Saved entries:

*** Block opens ***

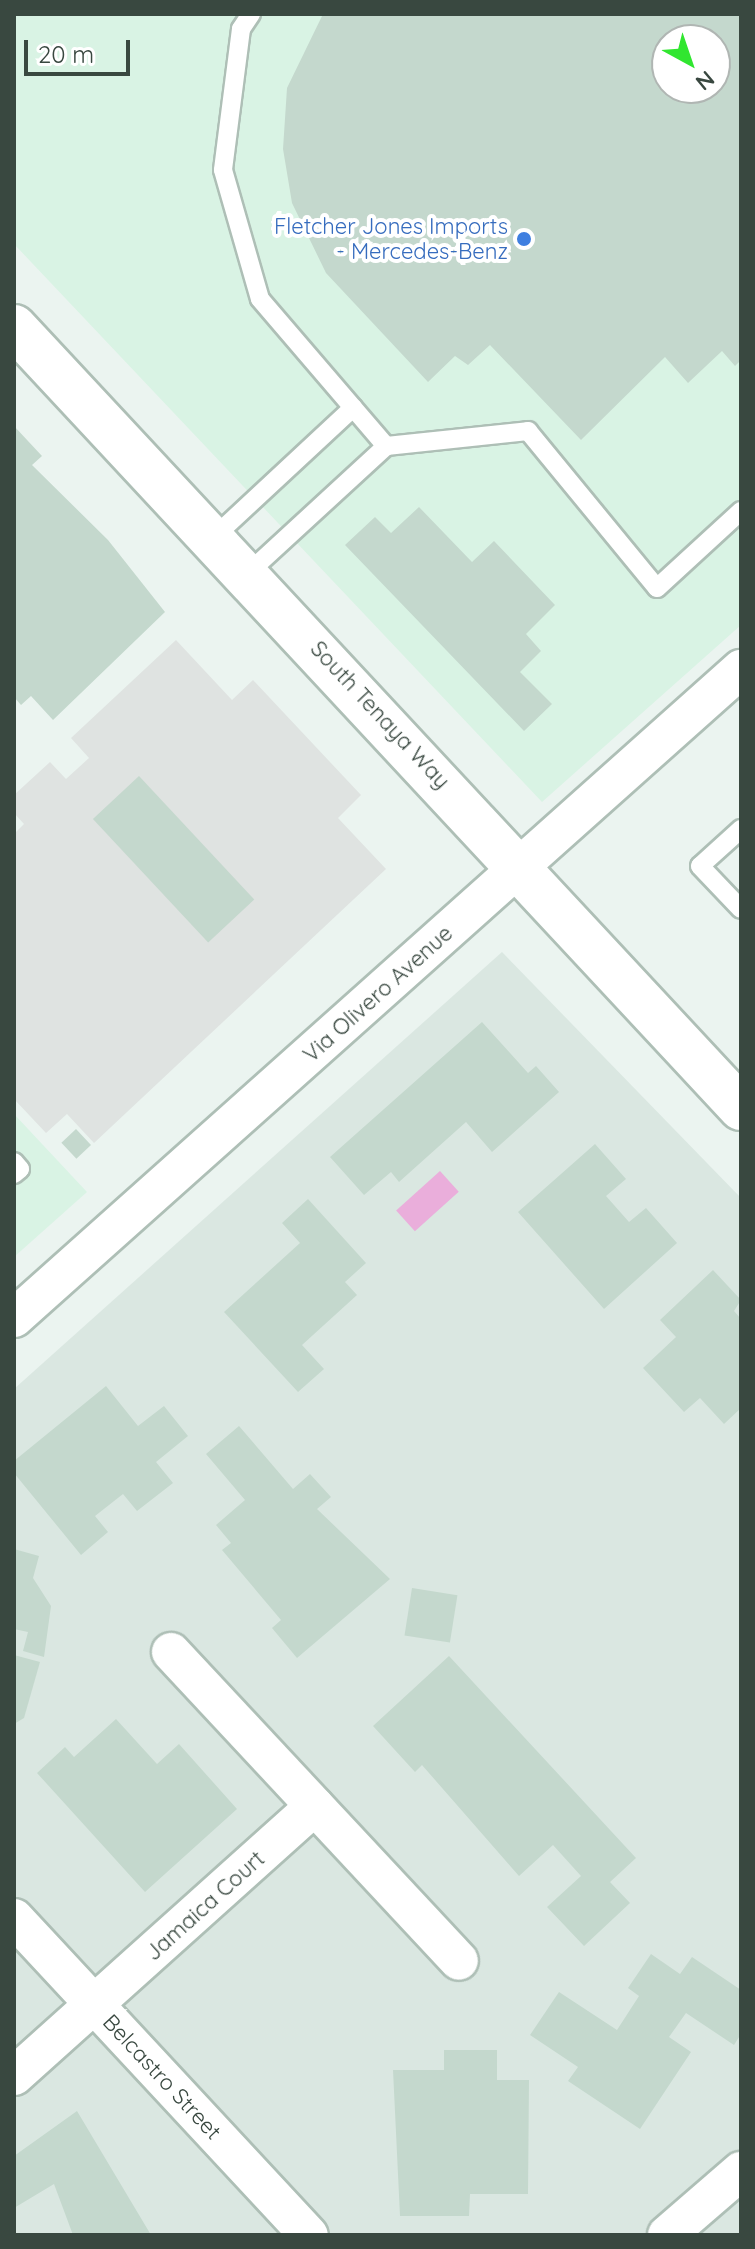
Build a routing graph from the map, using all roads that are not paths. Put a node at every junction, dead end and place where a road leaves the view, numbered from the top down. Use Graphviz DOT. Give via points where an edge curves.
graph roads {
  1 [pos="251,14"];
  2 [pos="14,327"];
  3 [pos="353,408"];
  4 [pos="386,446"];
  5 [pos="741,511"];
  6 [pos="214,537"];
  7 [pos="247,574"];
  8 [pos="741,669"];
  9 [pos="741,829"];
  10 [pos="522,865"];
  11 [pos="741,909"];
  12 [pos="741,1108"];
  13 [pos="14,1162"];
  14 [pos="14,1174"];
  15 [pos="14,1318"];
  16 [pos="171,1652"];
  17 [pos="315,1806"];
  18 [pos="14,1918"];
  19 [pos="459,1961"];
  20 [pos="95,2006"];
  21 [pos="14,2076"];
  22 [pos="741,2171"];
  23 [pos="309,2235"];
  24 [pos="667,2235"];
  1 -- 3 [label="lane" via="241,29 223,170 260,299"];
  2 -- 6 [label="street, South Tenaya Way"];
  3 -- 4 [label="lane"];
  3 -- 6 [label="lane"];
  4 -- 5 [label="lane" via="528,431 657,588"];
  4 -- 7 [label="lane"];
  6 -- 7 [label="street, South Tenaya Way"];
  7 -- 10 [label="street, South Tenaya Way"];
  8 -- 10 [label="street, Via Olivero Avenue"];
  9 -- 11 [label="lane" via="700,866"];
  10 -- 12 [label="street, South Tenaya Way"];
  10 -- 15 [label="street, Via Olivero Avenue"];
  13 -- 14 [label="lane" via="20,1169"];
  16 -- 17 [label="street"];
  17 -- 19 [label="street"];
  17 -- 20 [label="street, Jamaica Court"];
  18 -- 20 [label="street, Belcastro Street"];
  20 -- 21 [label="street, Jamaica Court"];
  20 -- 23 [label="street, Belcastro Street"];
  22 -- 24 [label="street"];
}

*** Block closes ***
*** Block opens ***

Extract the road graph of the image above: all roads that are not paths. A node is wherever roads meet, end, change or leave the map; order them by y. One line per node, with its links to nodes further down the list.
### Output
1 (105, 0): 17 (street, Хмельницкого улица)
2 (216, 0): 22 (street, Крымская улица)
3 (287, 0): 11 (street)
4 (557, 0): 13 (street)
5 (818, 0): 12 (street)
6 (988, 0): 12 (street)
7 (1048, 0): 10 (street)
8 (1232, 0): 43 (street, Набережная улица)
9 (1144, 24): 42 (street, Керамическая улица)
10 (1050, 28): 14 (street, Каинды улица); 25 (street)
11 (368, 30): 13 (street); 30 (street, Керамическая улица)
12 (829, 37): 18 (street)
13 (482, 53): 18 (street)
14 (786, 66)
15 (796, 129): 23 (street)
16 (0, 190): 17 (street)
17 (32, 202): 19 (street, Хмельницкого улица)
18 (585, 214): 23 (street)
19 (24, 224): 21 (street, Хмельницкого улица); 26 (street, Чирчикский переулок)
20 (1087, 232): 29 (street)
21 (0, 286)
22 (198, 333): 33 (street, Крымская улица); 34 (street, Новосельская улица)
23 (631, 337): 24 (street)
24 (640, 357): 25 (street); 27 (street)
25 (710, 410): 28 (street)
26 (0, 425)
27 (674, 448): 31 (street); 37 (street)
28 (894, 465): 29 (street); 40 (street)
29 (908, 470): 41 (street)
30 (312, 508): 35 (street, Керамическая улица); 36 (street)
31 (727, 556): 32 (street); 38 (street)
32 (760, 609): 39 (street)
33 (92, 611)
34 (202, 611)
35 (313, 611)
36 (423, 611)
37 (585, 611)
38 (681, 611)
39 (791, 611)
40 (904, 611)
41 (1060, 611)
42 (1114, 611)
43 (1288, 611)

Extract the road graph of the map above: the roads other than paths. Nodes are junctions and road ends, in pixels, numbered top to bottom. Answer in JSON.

*** Block closes ***
*** Block opens ***

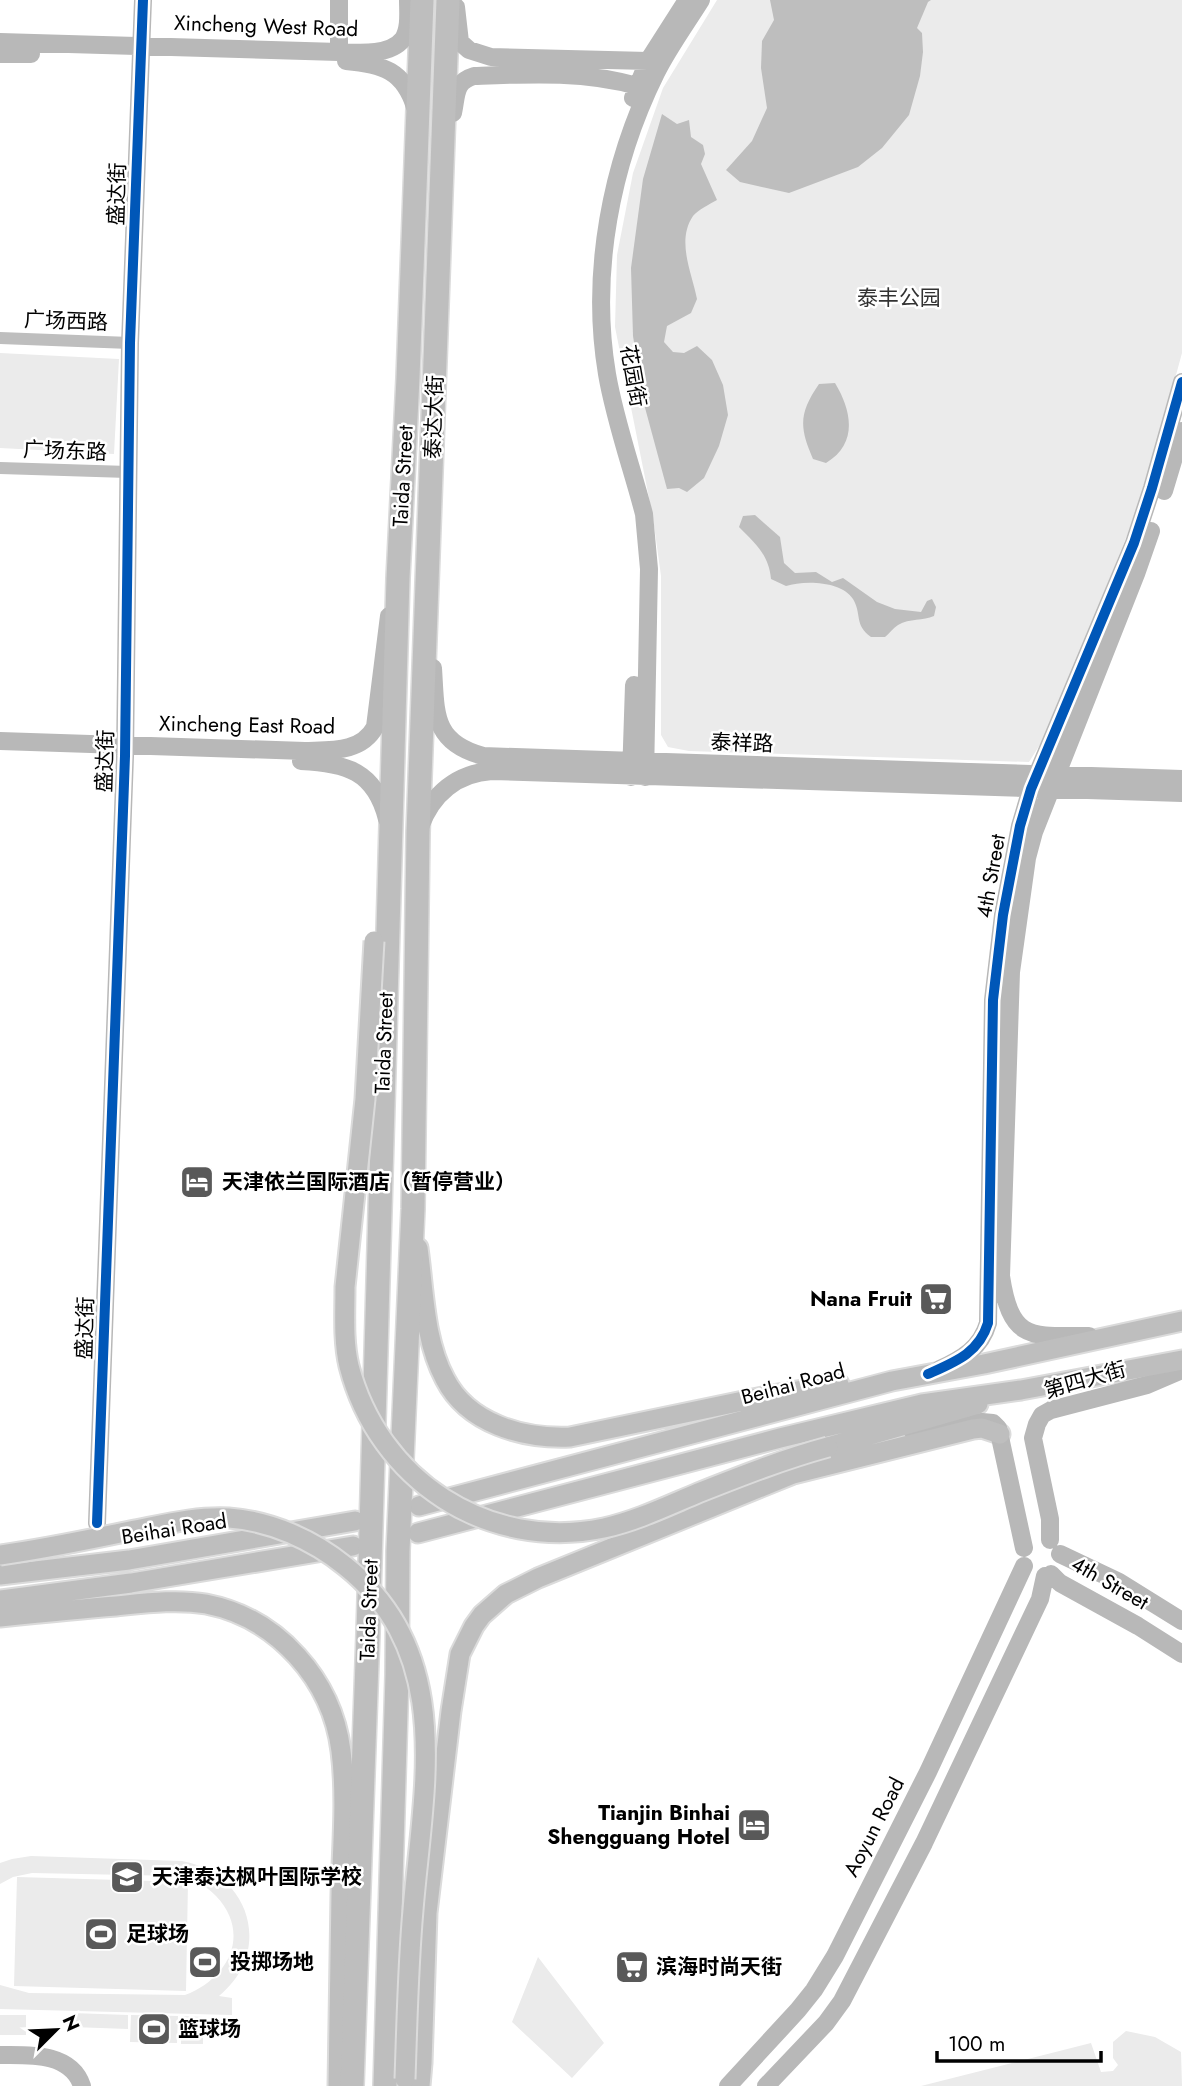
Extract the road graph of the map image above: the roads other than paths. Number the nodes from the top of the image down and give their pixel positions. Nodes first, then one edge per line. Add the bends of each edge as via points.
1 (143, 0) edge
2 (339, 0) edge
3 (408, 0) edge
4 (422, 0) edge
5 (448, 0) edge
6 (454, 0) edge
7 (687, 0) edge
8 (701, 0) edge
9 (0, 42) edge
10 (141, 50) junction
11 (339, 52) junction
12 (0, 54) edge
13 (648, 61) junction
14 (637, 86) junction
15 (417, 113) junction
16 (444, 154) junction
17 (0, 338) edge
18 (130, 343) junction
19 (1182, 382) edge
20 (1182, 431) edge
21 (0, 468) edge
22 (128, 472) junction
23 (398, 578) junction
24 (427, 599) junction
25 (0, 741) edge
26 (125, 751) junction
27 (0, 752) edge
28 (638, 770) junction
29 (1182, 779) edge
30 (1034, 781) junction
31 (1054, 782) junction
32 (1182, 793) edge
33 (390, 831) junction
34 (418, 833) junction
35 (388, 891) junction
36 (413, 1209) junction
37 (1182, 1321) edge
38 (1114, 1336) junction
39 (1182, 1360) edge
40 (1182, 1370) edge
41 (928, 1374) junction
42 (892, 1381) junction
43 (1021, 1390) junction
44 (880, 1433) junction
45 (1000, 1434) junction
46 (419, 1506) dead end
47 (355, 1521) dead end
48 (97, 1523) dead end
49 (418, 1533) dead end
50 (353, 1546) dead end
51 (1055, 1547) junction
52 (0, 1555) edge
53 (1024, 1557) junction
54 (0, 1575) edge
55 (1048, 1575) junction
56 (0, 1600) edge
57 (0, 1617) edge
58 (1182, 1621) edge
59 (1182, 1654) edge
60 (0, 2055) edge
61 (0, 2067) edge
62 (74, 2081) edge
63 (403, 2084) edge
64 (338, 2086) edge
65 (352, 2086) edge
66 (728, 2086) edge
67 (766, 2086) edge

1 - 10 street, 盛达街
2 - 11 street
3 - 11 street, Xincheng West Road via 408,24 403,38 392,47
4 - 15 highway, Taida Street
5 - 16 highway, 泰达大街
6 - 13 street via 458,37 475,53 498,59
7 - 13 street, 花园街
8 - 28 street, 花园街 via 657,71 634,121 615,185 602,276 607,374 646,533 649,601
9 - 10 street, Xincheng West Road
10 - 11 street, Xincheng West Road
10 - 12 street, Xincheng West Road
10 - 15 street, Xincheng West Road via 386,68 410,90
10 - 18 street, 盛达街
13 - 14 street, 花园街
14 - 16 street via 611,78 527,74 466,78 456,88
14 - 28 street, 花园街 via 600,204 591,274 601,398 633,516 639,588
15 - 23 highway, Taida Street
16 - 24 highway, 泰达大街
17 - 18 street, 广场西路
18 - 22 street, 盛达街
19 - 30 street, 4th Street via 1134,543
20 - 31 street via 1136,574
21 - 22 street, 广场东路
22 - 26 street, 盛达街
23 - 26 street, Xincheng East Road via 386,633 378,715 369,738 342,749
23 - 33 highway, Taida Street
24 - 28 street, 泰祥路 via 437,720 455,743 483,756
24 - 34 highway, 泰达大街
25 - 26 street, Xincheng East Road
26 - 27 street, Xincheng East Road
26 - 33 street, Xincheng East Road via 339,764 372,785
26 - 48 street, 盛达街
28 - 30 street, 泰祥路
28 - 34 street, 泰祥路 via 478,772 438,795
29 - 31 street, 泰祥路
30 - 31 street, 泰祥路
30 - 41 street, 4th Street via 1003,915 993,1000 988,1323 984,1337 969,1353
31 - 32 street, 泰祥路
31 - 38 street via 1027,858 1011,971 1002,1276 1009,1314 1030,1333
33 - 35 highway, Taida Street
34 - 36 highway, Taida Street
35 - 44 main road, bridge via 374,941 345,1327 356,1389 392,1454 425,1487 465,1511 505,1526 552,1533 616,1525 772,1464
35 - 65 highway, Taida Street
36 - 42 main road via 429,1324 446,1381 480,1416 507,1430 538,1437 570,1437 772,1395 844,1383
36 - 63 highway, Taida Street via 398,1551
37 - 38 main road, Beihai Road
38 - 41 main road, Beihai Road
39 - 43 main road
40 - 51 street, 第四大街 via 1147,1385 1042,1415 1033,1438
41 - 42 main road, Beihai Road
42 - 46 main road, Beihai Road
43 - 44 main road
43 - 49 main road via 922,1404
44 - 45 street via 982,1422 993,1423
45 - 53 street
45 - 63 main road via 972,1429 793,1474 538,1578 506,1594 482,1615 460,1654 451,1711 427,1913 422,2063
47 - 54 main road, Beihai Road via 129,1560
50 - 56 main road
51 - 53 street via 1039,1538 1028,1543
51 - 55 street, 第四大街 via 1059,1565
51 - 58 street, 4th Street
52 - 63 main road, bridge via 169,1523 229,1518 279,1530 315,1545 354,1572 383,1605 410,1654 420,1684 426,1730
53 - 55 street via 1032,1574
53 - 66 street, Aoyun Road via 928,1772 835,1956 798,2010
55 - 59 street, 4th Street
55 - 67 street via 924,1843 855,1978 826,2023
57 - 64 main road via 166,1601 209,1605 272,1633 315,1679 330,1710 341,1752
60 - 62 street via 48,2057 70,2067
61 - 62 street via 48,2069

*** Block closes ***

■ **WHAT THE TASK REQUIRES**
Produce only the lines from the line containing "Extract the road graph of the image" through the line containing "Extract the road graph of the map above: the", inclusive of both, exactly as they stand in the entries above.

■ **ANSWER SPACE**
Extract the road graph of the image above: all roads that are not paths. A node is wherever roads meet, end, change or leave the map; order them by y. One line per node, with its links to nodes further down the list.
### Output
1 (105, 0): 17 (street, Хмельницкого улица)
2 (216, 0): 22 (street, Крымская улица)
3 (287, 0): 11 (street)
4 (557, 0): 13 (street)
5 (818, 0): 12 (street)
6 (988, 0): 12 (street)
7 (1048, 0): 10 (street)
8 (1232, 0): 43 (street, Набережная улица)
9 (1144, 24): 42 (street, Керамическая улица)
10 (1050, 28): 14 (street, Каинды улица); 25 (street)
11 (368, 30): 13 (street); 30 (street, Керамическая улица)
12 (829, 37): 18 (street)
13 (482, 53): 18 (street)
14 (786, 66)
15 (796, 129): 23 (street)
16 (0, 190): 17 (street)
17 (32, 202): 19 (street, Хмельницкого улица)
18 (585, 214): 23 (street)
19 (24, 224): 21 (street, Хмельницкого улица); 26 (street, Чирчикский переулок)
20 (1087, 232): 29 (street)
21 (0, 286)
22 (198, 333): 33 (street, Крымская улица); 34 (street, Новосельская улица)
23 (631, 337): 24 (street)
24 (640, 357): 25 (street); 27 (street)
25 (710, 410): 28 (street)
26 (0, 425)
27 (674, 448): 31 (street); 37 (street)
28 (894, 465): 29 (street); 40 (street)
29 (908, 470): 41 (street)
30 (312, 508): 35 (street, Керамическая улица); 36 (street)
31 (727, 556): 32 (street); 38 (street)
32 (760, 609): 39 (street)
33 (92, 611)
34 (202, 611)
35 (313, 611)
36 (423, 611)
37 (585, 611)
38 (681, 611)
39 (791, 611)
40 (904, 611)
41 (1060, 611)
42 (1114, 611)
43 (1288, 611)

Extract the road graph of the map above: the roads other than paths. Nodes are junctions and road ends, in pixels, numbered top to bottom. Answer in JSON.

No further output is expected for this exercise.